*** Opening of Record set ***
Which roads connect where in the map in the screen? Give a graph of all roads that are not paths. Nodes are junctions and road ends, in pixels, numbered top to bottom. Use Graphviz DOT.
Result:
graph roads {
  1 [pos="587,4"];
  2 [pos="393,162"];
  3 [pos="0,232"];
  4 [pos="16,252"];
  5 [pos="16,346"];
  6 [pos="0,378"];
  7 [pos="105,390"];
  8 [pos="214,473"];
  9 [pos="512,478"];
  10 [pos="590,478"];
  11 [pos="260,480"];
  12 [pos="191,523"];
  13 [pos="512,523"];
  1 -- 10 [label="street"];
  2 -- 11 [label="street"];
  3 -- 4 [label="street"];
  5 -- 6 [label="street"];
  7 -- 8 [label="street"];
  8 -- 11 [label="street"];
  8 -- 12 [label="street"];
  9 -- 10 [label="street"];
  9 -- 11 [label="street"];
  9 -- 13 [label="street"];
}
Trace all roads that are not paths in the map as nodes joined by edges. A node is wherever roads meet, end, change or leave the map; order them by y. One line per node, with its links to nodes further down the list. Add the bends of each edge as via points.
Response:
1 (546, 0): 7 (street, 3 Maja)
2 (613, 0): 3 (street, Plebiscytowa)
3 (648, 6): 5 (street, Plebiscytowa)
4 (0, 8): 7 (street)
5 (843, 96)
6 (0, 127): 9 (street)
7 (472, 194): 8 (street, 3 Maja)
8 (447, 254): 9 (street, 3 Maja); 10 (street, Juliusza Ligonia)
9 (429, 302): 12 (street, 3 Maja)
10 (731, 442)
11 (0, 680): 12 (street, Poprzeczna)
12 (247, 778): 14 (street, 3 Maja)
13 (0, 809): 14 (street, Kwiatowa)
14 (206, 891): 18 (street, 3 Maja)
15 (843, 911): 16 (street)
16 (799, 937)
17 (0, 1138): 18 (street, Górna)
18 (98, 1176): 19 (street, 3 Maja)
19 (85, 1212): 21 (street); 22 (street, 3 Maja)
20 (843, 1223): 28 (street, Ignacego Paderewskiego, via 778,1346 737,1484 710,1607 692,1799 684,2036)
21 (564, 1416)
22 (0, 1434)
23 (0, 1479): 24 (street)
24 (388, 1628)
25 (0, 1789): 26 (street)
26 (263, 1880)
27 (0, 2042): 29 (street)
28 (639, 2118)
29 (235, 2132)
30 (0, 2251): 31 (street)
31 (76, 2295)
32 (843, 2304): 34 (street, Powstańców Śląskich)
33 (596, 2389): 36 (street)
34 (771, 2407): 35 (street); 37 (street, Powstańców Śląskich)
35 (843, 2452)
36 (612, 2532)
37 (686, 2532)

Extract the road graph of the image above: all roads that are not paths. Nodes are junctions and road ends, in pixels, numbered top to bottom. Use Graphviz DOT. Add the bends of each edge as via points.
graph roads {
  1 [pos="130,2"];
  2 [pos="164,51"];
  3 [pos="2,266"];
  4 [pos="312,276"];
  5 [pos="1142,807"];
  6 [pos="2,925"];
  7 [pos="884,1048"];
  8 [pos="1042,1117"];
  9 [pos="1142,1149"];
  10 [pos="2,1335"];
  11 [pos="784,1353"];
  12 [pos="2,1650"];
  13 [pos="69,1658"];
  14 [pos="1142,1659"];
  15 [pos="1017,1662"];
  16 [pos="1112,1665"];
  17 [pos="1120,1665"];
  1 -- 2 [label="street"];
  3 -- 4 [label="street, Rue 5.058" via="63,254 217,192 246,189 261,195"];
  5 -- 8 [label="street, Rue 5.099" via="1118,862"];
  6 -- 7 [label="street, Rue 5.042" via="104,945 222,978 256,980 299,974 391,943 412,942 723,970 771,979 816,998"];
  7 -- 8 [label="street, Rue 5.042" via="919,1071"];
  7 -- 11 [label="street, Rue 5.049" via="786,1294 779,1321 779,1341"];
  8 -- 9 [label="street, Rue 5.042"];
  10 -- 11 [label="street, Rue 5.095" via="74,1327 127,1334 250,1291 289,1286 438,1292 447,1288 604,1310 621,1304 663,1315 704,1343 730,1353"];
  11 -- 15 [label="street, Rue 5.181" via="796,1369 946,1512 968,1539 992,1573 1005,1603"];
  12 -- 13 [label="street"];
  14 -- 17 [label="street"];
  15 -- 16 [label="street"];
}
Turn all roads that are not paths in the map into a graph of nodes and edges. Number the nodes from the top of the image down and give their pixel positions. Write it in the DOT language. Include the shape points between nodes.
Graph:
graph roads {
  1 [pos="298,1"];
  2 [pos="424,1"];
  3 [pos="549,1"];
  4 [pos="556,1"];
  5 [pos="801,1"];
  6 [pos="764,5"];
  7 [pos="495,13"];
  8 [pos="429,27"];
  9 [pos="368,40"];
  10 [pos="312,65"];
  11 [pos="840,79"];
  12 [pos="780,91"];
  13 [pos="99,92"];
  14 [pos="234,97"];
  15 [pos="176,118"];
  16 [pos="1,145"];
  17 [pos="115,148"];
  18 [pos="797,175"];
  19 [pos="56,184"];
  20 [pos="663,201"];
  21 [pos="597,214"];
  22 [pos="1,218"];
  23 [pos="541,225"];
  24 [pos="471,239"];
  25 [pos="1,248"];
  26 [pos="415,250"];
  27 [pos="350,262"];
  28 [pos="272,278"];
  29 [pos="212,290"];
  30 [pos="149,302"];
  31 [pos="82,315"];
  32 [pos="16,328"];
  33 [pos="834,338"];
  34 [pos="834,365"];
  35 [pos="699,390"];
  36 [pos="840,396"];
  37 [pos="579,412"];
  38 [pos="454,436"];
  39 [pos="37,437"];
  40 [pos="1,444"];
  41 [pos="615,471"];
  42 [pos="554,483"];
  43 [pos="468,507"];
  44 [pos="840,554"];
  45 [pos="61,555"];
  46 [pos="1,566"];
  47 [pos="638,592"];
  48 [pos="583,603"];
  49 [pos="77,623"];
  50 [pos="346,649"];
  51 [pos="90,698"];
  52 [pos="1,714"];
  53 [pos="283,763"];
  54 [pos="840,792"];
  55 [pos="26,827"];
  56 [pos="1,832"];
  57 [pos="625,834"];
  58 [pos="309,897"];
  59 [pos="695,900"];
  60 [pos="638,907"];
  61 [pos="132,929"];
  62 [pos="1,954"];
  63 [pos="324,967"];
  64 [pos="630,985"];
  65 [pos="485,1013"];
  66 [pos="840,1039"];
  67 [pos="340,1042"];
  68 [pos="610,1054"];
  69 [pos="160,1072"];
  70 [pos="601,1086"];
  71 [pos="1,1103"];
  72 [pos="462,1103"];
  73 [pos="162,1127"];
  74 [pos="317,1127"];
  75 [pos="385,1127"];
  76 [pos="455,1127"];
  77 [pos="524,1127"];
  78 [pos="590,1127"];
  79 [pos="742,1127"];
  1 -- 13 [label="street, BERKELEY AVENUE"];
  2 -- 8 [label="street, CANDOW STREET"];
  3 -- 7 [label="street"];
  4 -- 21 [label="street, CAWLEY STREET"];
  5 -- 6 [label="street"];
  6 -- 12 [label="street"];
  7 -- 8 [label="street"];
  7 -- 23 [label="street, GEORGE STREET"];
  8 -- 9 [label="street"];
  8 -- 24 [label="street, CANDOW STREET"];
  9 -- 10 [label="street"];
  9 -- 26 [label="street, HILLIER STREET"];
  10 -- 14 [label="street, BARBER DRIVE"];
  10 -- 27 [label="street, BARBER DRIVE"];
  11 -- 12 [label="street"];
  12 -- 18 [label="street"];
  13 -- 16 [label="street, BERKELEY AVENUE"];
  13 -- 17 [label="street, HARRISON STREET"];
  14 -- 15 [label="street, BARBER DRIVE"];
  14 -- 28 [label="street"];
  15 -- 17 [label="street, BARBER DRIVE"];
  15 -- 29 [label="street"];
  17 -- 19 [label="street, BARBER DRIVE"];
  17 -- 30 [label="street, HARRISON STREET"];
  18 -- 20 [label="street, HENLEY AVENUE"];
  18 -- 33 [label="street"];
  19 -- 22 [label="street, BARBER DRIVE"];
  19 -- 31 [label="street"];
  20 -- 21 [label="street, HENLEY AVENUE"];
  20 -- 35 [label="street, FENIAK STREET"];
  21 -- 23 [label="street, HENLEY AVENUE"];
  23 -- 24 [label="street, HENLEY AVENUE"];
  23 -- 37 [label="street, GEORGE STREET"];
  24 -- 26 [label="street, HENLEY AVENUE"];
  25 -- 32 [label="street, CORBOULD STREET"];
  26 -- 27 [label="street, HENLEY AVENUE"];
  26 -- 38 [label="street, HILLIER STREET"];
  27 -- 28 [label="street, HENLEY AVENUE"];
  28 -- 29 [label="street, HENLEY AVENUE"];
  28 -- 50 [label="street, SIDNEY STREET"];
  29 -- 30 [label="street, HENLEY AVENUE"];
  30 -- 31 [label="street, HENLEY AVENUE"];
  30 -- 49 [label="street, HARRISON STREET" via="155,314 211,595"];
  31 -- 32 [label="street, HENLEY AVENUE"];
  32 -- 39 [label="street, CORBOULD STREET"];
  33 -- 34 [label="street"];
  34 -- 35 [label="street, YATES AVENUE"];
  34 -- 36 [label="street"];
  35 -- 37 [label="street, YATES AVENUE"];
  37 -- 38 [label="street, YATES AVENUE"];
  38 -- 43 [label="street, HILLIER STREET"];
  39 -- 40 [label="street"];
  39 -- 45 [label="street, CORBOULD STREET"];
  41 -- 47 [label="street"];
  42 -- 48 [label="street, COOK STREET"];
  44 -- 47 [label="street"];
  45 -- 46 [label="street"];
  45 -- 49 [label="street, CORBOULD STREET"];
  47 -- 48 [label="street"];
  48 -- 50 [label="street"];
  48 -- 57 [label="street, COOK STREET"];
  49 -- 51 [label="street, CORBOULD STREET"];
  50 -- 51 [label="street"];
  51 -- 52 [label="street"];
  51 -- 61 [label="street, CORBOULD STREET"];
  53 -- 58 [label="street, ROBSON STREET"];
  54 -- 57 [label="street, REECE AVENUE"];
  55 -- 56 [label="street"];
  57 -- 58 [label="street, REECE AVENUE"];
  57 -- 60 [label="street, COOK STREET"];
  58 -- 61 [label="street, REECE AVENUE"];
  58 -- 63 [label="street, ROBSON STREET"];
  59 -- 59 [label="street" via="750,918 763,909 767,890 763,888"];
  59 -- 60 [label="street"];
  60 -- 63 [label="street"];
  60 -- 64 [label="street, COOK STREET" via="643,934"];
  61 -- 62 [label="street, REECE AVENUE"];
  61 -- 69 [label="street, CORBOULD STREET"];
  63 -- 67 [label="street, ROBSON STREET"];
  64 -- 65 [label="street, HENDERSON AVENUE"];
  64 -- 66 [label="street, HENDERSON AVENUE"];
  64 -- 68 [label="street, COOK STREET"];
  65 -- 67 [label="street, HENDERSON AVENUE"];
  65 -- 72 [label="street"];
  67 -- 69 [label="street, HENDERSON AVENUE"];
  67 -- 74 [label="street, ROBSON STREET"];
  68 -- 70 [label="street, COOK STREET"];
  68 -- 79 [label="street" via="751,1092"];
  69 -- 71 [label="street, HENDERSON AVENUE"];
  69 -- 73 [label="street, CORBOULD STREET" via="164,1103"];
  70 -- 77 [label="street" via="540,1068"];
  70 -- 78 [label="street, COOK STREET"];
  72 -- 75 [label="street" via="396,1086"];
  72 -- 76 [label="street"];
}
*** Close of Record set ***
* _Work instruction_: Write the opening line of the data above and every line after it, exactly, stopping once you have written the line with "Trace all roads".

* _Result_:
Which roads connect where in the map in the screen? Give a graph of all roads that are not paths. Nodes are junctions and road ends, in pixels, numbered top to bottom. Use Graphviz DOT.
Result:
graph roads {
  1 [pos="587,4"];
  2 [pos="393,162"];
  3 [pos="0,232"];
  4 [pos="16,252"];
  5 [pos="16,346"];
  6 [pos="0,378"];
  7 [pos="105,390"];
  8 [pos="214,473"];
  9 [pos="512,478"];
  10 [pos="590,478"];
  11 [pos="260,480"];
  12 [pos="191,523"];
  13 [pos="512,523"];
  1 -- 10 [label="street"];
  2 -- 11 [label="street"];
  3 -- 4 [label="street"];
  5 -- 6 [label="street"];
  7 -- 8 [label="street"];
  8 -- 11 [label="street"];
  8 -- 12 [label="street"];
  9 -- 10 [label="street"];
  9 -- 11 [label="street"];
  9 -- 13 [label="street"];
}
Trace all roads that are not paths in the map as nodes joined by edges. A node is wherever roads meet, end, change or leave the map; order them by y. One line per node, with its links to nodes further down the list. Add the bends of each edge as via points.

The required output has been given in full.